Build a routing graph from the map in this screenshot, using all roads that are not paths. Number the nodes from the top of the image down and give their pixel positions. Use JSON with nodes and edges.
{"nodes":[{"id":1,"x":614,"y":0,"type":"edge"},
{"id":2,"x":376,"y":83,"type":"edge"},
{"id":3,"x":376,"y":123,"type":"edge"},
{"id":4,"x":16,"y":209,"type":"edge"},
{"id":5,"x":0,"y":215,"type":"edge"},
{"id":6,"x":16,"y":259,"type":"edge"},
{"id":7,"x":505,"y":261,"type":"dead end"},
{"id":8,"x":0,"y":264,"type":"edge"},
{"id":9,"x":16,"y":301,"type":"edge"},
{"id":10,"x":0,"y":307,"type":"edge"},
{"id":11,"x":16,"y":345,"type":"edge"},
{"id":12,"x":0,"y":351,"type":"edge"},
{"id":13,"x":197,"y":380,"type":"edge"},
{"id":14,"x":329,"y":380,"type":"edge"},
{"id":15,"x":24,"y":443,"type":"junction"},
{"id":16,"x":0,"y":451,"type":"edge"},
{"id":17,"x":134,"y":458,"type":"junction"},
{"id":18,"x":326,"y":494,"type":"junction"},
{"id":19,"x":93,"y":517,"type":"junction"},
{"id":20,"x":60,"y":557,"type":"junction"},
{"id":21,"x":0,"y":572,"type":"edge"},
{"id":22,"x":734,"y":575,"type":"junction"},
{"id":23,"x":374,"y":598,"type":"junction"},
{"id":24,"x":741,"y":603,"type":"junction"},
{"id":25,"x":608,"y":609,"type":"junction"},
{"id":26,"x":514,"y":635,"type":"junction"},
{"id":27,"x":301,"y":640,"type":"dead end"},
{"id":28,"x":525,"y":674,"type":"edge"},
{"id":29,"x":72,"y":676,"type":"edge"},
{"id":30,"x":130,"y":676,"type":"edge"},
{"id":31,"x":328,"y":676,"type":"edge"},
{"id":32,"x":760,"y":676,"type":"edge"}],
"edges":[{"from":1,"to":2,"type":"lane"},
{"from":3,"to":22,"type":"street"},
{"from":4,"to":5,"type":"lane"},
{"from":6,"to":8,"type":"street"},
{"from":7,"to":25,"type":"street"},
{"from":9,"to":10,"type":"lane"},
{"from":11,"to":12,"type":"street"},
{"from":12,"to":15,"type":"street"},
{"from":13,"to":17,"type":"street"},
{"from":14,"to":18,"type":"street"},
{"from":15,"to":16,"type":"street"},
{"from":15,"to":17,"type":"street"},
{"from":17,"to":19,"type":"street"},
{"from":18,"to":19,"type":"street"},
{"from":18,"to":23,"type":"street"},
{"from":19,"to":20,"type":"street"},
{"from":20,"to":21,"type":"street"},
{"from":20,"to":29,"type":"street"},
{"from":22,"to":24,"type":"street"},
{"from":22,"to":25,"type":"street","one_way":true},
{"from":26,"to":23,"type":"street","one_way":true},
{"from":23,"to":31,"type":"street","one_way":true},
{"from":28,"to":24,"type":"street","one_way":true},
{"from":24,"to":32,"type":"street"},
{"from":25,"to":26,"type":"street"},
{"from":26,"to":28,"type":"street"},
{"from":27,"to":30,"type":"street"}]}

· · · ·

→ Problem:
All records are to be retyped exactly. None may be omitted.

→ Solution:
Build a routing graph from the map in this screenshot, using all roads that are not paths. Number the nodes from the top of the image down and give their pixel positions. Use JSON with nodes and edges.
{"nodes":[{"id":1,"x":614,"y":0,"type":"edge"},
{"id":2,"x":376,"y":83,"type":"edge"},
{"id":3,"x":376,"y":123,"type":"edge"},
{"id":4,"x":16,"y":209,"type":"edge"},
{"id":5,"x":0,"y":215,"type":"edge"},
{"id":6,"x":16,"y":259,"type":"edge"},
{"id":7,"x":505,"y":261,"type":"dead end"},
{"id":8,"x":0,"y":264,"type":"edge"},
{"id":9,"x":16,"y":301,"type":"edge"},
{"id":10,"x":0,"y":307,"type":"edge"},
{"id":11,"x":16,"y":345,"type":"edge"},
{"id":12,"x":0,"y":351,"type":"edge"},
{"id":13,"x":197,"y":380,"type":"edge"},
{"id":14,"x":329,"y":380,"type":"edge"},
{"id":15,"x":24,"y":443,"type":"junction"},
{"id":16,"x":0,"y":451,"type":"edge"},
{"id":17,"x":134,"y":458,"type":"junction"},
{"id":18,"x":326,"y":494,"type":"junction"},
{"id":19,"x":93,"y":517,"type":"junction"},
{"id":20,"x":60,"y":557,"type":"junction"},
{"id":21,"x":0,"y":572,"type":"edge"},
{"id":22,"x":734,"y":575,"type":"junction"},
{"id":23,"x":374,"y":598,"type":"junction"},
{"id":24,"x":741,"y":603,"type":"junction"},
{"id":25,"x":608,"y":609,"type":"junction"},
{"id":26,"x":514,"y":635,"type":"junction"},
{"id":27,"x":301,"y":640,"type":"dead end"},
{"id":28,"x":525,"y":674,"type":"edge"},
{"id":29,"x":72,"y":676,"type":"edge"},
{"id":30,"x":130,"y":676,"type":"edge"},
{"id":31,"x":328,"y":676,"type":"edge"},
{"id":32,"x":760,"y":676,"type":"edge"}],
"edges":[{"from":1,"to":2,"type":"lane"},
{"from":3,"to":22,"type":"street"},
{"from":4,"to":5,"type":"lane"},
{"from":6,"to":8,"type":"street"},
{"from":7,"to":25,"type":"street"},
{"from":9,"to":10,"type":"lane"},
{"from":11,"to":12,"type":"street"},
{"from":12,"to":15,"type":"street"},
{"from":13,"to":17,"type":"street"},
{"from":14,"to":18,"type":"street"},
{"from":15,"to":16,"type":"street"},
{"from":15,"to":17,"type":"street"},
{"from":17,"to":19,"type":"street"},
{"from":18,"to":19,"type":"street"},
{"from":18,"to":23,"type":"street"},
{"from":19,"to":20,"type":"street"},
{"from":20,"to":21,"type":"street"},
{"from":20,"to":29,"type":"street"},
{"from":22,"to":24,"type":"street"},
{"from":22,"to":25,"type":"street","one_way":true},
{"from":26,"to":23,"type":"street","one_way":true},
{"from":23,"to":31,"type":"street","one_way":true},
{"from":28,"to":24,"type":"street","one_way":true},
{"from":24,"to":32,"type":"street"},
{"from":25,"to":26,"type":"street"},
{"from":26,"to":28,"type":"street"},
{"from":27,"to":30,"type":"street"}]}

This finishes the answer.